# [About this exercise]
Your answer should hold the data exactly as given, minus any picture.

Provided data: Begin

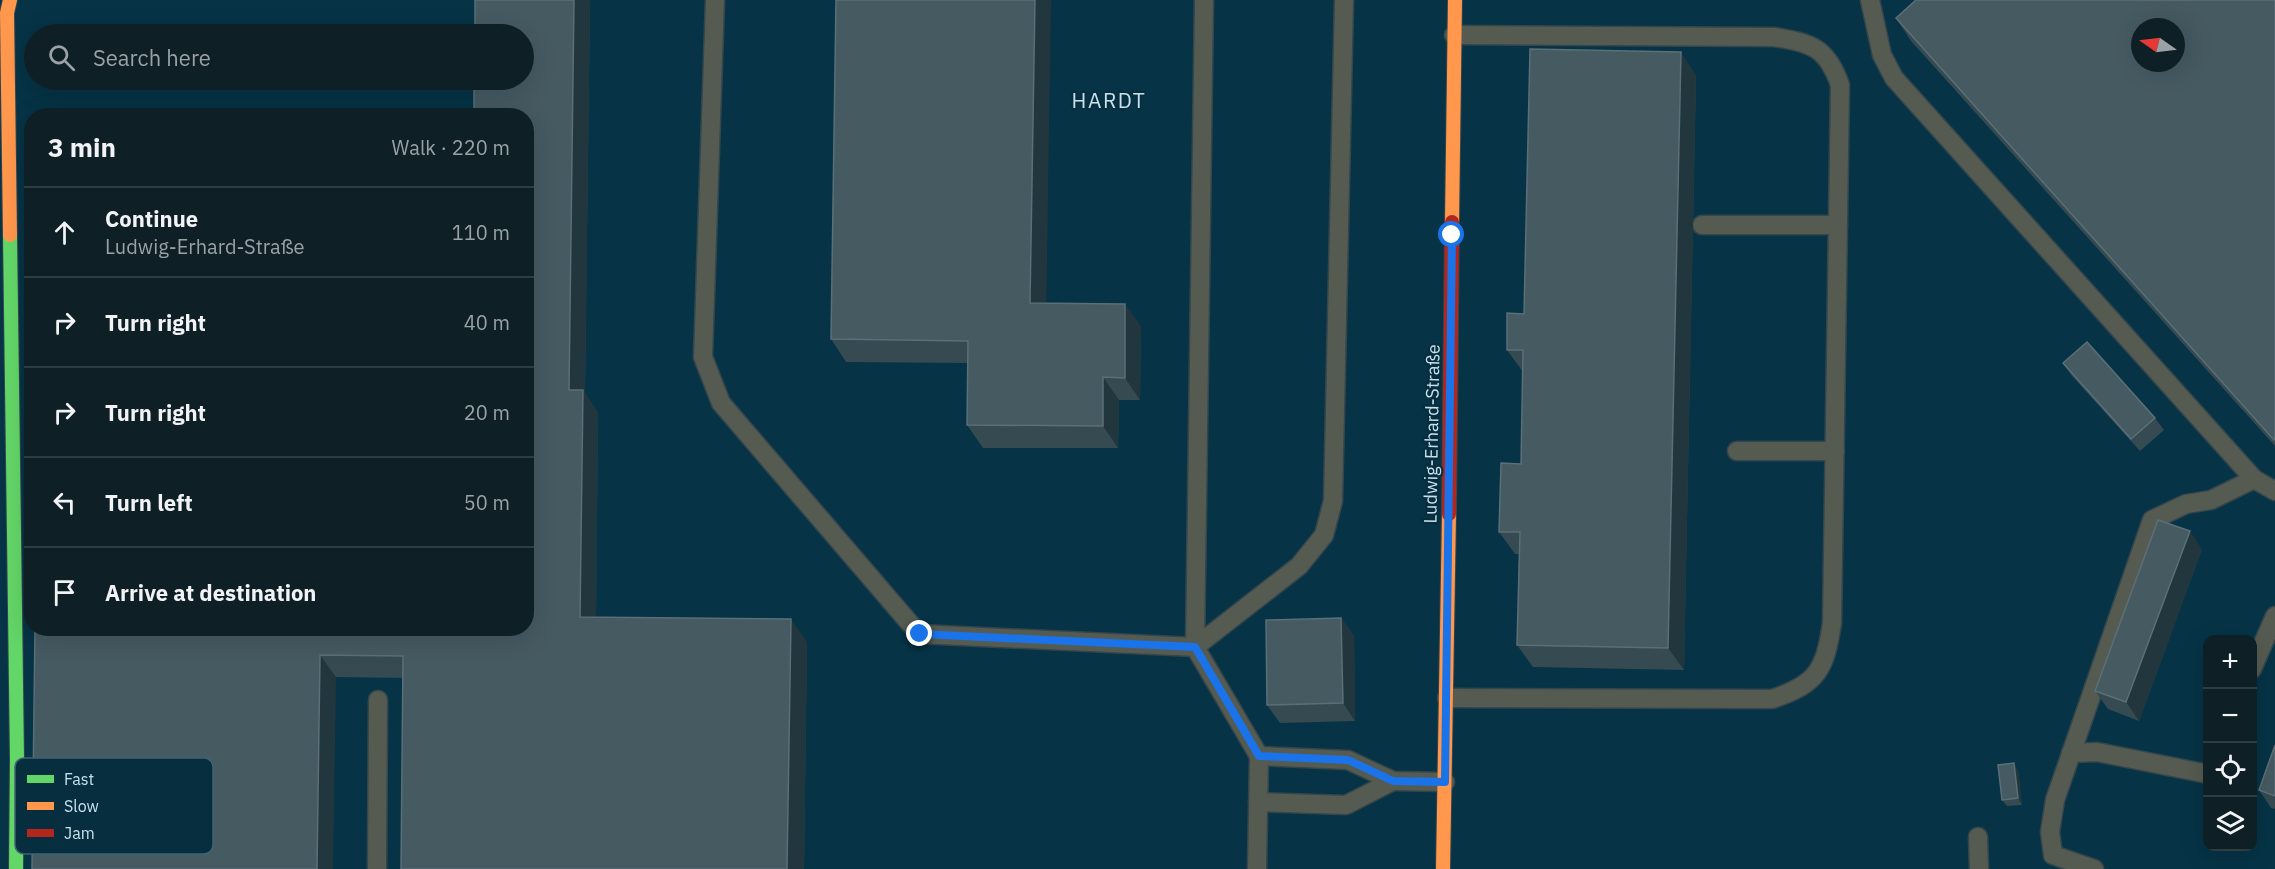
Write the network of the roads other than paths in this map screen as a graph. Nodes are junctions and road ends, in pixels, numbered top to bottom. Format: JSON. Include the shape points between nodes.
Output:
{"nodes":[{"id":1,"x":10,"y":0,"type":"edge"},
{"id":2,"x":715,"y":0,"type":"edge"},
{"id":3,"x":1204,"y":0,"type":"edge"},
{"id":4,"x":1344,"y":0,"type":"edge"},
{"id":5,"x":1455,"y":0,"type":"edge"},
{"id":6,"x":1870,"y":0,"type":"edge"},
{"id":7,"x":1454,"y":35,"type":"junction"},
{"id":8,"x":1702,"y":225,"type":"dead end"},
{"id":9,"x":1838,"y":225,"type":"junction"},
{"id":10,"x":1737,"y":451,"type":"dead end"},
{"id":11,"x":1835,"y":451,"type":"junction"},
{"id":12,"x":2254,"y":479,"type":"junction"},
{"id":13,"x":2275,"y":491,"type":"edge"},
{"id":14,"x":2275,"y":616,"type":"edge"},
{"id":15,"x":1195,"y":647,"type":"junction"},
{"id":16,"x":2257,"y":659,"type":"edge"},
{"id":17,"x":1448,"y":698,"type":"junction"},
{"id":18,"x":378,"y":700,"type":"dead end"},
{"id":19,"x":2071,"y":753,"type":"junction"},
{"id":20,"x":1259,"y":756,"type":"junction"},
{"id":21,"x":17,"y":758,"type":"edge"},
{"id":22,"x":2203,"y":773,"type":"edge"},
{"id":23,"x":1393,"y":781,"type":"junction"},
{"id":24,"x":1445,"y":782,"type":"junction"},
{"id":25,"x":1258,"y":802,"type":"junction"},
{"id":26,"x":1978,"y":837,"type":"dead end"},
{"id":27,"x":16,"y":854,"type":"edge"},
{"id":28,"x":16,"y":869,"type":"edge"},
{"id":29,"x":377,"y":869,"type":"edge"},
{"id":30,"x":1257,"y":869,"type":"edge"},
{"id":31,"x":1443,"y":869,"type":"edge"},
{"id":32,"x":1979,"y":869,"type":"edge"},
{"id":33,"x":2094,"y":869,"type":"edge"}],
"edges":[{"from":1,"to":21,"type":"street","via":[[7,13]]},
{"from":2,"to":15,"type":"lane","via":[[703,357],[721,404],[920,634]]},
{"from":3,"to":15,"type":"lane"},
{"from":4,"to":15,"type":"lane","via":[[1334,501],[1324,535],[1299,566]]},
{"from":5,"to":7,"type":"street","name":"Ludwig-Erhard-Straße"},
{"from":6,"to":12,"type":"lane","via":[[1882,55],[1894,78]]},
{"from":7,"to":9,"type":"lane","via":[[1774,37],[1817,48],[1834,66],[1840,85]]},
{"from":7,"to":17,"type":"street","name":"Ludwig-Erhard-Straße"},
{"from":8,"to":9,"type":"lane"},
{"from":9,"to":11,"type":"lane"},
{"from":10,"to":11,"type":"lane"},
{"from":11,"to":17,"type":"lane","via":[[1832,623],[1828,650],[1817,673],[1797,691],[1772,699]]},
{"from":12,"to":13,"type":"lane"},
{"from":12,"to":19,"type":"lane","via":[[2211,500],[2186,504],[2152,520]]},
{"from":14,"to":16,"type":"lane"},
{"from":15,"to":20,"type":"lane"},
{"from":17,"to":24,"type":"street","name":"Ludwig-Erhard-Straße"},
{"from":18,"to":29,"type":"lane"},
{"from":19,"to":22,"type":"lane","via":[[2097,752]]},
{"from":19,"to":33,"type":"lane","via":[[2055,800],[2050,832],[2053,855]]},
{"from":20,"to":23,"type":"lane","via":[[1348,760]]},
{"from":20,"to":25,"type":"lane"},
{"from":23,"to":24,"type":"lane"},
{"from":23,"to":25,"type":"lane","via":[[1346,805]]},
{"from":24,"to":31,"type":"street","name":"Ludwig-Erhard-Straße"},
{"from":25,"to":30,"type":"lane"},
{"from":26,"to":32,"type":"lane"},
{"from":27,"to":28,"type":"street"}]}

Provided data: End

# [Exercise response]
Write the network of the roads other than paths in this map screen as a graph. Nodes are junctions and road ends, in pixels, numbered top to bottom. Format: JSON. Include the shape points between nodes.
Output:
{"nodes":[{"id":1,"x":10,"y":0,"type":"edge"},
{"id":2,"x":715,"y":0,"type":"edge"},
{"id":3,"x":1204,"y":0,"type":"edge"},
{"id":4,"x":1344,"y":0,"type":"edge"},
{"id":5,"x":1455,"y":0,"type":"edge"},
{"id":6,"x":1870,"y":0,"type":"edge"},
{"id":7,"x":1454,"y":35,"type":"junction"},
{"id":8,"x":1702,"y":225,"type":"dead end"},
{"id":9,"x":1838,"y":225,"type":"junction"},
{"id":10,"x":1737,"y":451,"type":"dead end"},
{"id":11,"x":1835,"y":451,"type":"junction"},
{"id":12,"x":2254,"y":479,"type":"junction"},
{"id":13,"x":2275,"y":491,"type":"edge"},
{"id":14,"x":2275,"y":616,"type":"edge"},
{"id":15,"x":1195,"y":647,"type":"junction"},
{"id":16,"x":2257,"y":659,"type":"edge"},
{"id":17,"x":1448,"y":698,"type":"junction"},
{"id":18,"x":378,"y":700,"type":"dead end"},
{"id":19,"x":2071,"y":753,"type":"junction"},
{"id":20,"x":1259,"y":756,"type":"junction"},
{"id":21,"x":17,"y":758,"type":"edge"},
{"id":22,"x":2203,"y":773,"type":"edge"},
{"id":23,"x":1393,"y":781,"type":"junction"},
{"id":24,"x":1445,"y":782,"type":"junction"},
{"id":25,"x":1258,"y":802,"type":"junction"},
{"id":26,"x":1978,"y":837,"type":"dead end"},
{"id":27,"x":16,"y":854,"type":"edge"},
{"id":28,"x":16,"y":869,"type":"edge"},
{"id":29,"x":377,"y":869,"type":"edge"},
{"id":30,"x":1257,"y":869,"type":"edge"},
{"id":31,"x":1443,"y":869,"type":"edge"},
{"id":32,"x":1979,"y":869,"type":"edge"},
{"id":33,"x":2094,"y":869,"type":"edge"}],
"edges":[{"from":1,"to":21,"type":"street","via":[[7,13]]},
{"from":2,"to":15,"type":"lane","via":[[703,357],[721,404],[920,634]]},
{"from":3,"to":15,"type":"lane"},
{"from":4,"to":15,"type":"lane","via":[[1334,501],[1324,535],[1299,566]]},
{"from":5,"to":7,"type":"street","name":"Ludwig-Erhard-Straße"},
{"from":6,"to":12,"type":"lane","via":[[1882,55],[1894,78]]},
{"from":7,"to":9,"type":"lane","via":[[1774,37],[1817,48],[1834,66],[1840,85]]},
{"from":7,"to":17,"type":"street","name":"Ludwig-Erhard-Straße"},
{"from":8,"to":9,"type":"lane"},
{"from":9,"to":11,"type":"lane"},
{"from":10,"to":11,"type":"lane"},
{"from":11,"to":17,"type":"lane","via":[[1832,623],[1828,650],[1817,673],[1797,691],[1772,699]]},
{"from":12,"to":13,"type":"lane"},
{"from":12,"to":19,"type":"lane","via":[[2211,500],[2186,504],[2152,520]]},
{"from":14,"to":16,"type":"lane"},
{"from":15,"to":20,"type":"lane"},
{"from":17,"to":24,"type":"street","name":"Ludwig-Erhard-Straße"},
{"from":18,"to":29,"type":"lane"},
{"from":19,"to":22,"type":"lane","via":[[2097,752]]},
{"from":19,"to":33,"type":"lane","via":[[2055,800],[2050,832],[2053,855]]},
{"from":20,"to":23,"type":"lane","via":[[1348,760]]},
{"from":20,"to":25,"type":"lane"},
{"from":23,"to":24,"type":"lane"},
{"from":23,"to":25,"type":"lane","via":[[1346,805]]},
{"from":24,"to":31,"type":"street","name":"Ludwig-Erhard-Straße"},
{"from":25,"to":30,"type":"lane"},
{"from":26,"to":32,"type":"lane"},
{"from":27,"to":28,"type":"street"}]}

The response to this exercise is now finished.